In 1949, the church Sint-Antonius was built. According to rumors it was built upon a huge pit which was created by a bomb during World War II. The presence of the pit was a reduction in digging costs. Furthermore, the pit was only about 100 metres from the working-class houses and thus an ideal place.

Between 1954 en 1961, a residential village, Atoomwijk (also known as Atoomdorp), was built in the west part of Donk around the nuclear sites. The design was created by architect Jacques Wybauw. This village contains apartments, dormitoria, terraced houses and some villas. These buildings are owned by the nuclear companies and they initially rented it to their temporary workers, students, foreign workers... Later on, the houses were also rented to non-employees. In 2008 the owners decided not to invest anymore in the buildings as the cost for renovation was too much and renting houses was not considered to be a core activity. It was announced some of the buildings were to be pulled down, but an action committee was set up to classify Atoomwijk as cultural heritage. Upon today no further action was taken to decommission Atoomwijk although there is now a lot of vacancy due to the announcement. It is still possible to turn in a request to rent property.
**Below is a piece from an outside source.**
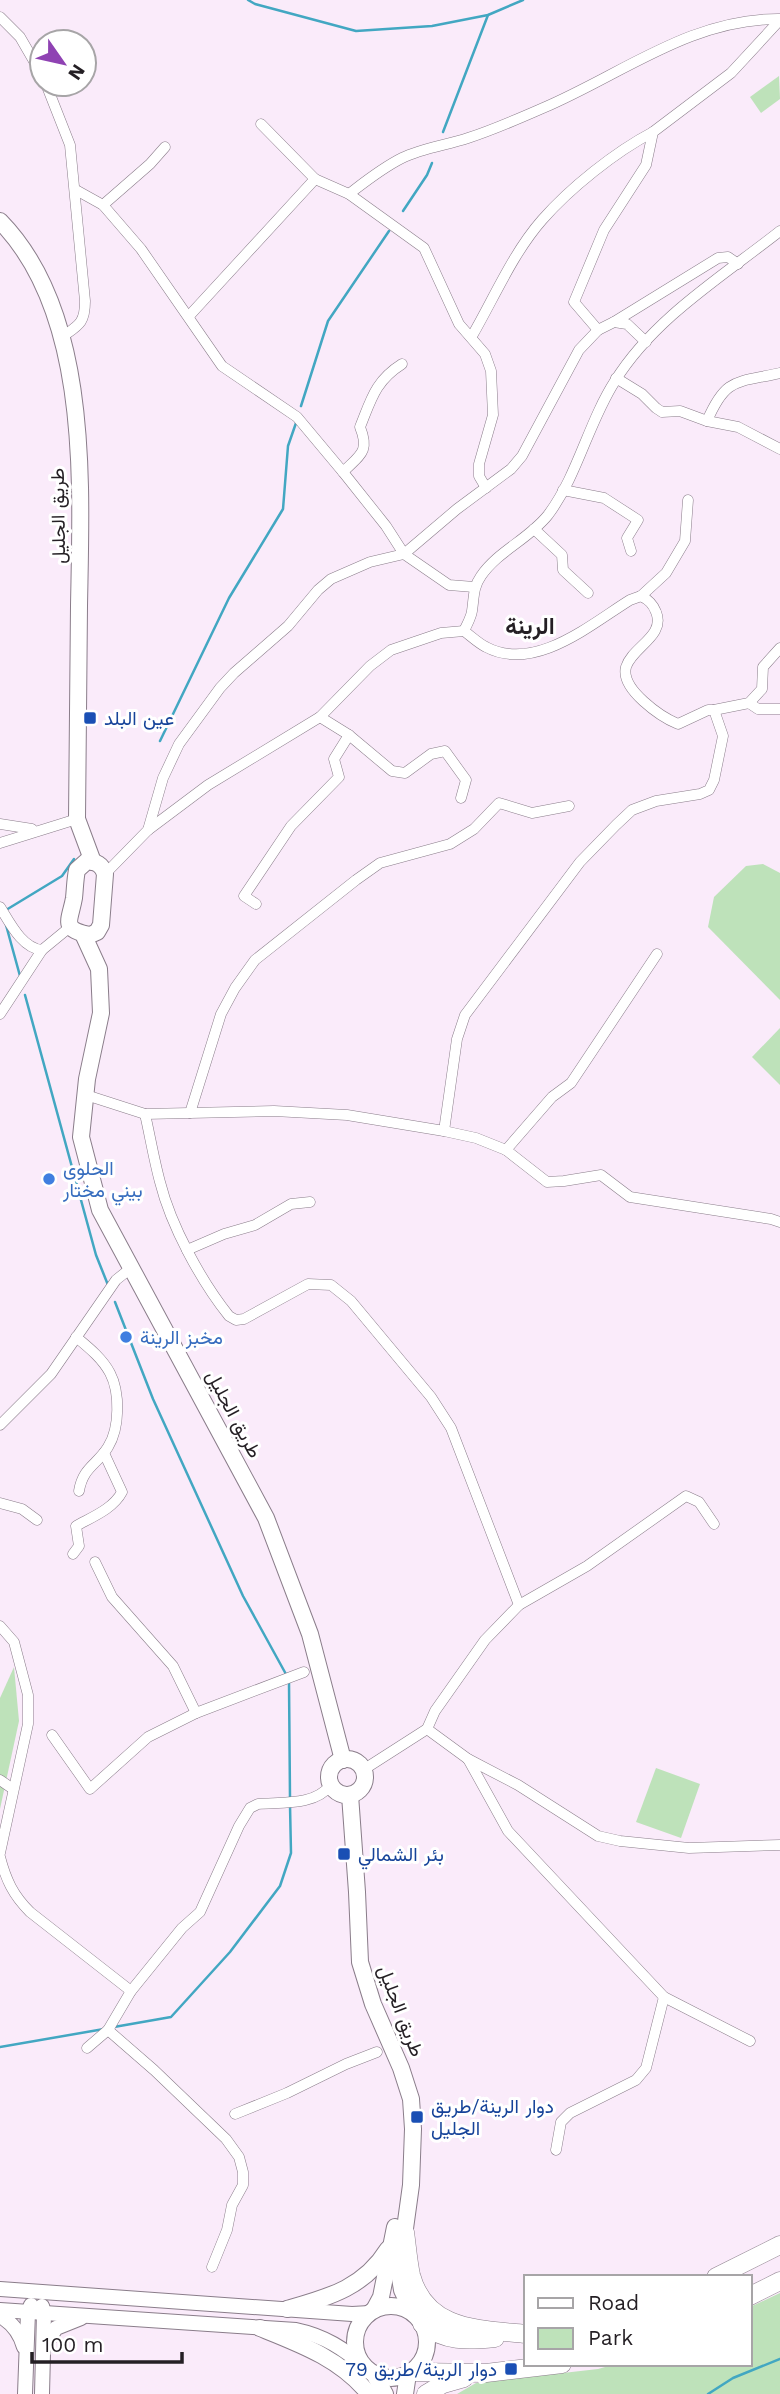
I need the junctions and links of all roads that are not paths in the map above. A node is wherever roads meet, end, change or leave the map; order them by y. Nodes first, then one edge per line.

Between 1960 and 1965, another neighbourhood was built by Molse Bouwmaatschappij in the eastern part, adjacent to the church and working-class houses. These terraced houses resemble Atoomwijk. Initial idea of Molse Bouwmaatschappij was to rent/sell these houses to permanent employees of the nuclear sites although this was not a prerequisite.

Thanks to Emiel Becquaert the township got an elementary school and kindergarten. Both schools were taken over by the catholic St.-Jan Berchmanscollege which had an elementary and high school in the centre of Mol. In 2000, St.-Jan Berchmanscollege closed the schools at Donk. These were taken over by the elementary school of Mol-Sluis and thus became a state school. Due to insufficient children (due to aging inhabitants) the school was closed in June 2009.
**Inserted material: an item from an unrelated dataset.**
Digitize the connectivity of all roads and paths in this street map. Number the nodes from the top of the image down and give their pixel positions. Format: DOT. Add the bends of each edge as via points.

===Plans for third residential area===
In 2012, a predesign of a new social residential area and cultural centre was proposed. The current catholic meeting place, school, library, ... will be demolished. A part of the buildings of the local boyscouts is also impacted. They will move to the former clergy house. A new cultural centre will be built behind the clergy house. Later on the plan was redesigned. Due to cultural heritage the historic school buildings and nunnery will remain and become apartments. The church will be profaned and becomes the community centre.

==Nature==
Besides the lakes, created by the sand winning industry, a large part of Achterbosheide is at the west of the village. This area contains conifer forests and heath. Almost all of it is owned by SCK•CEN but a big part of it is accessible for public.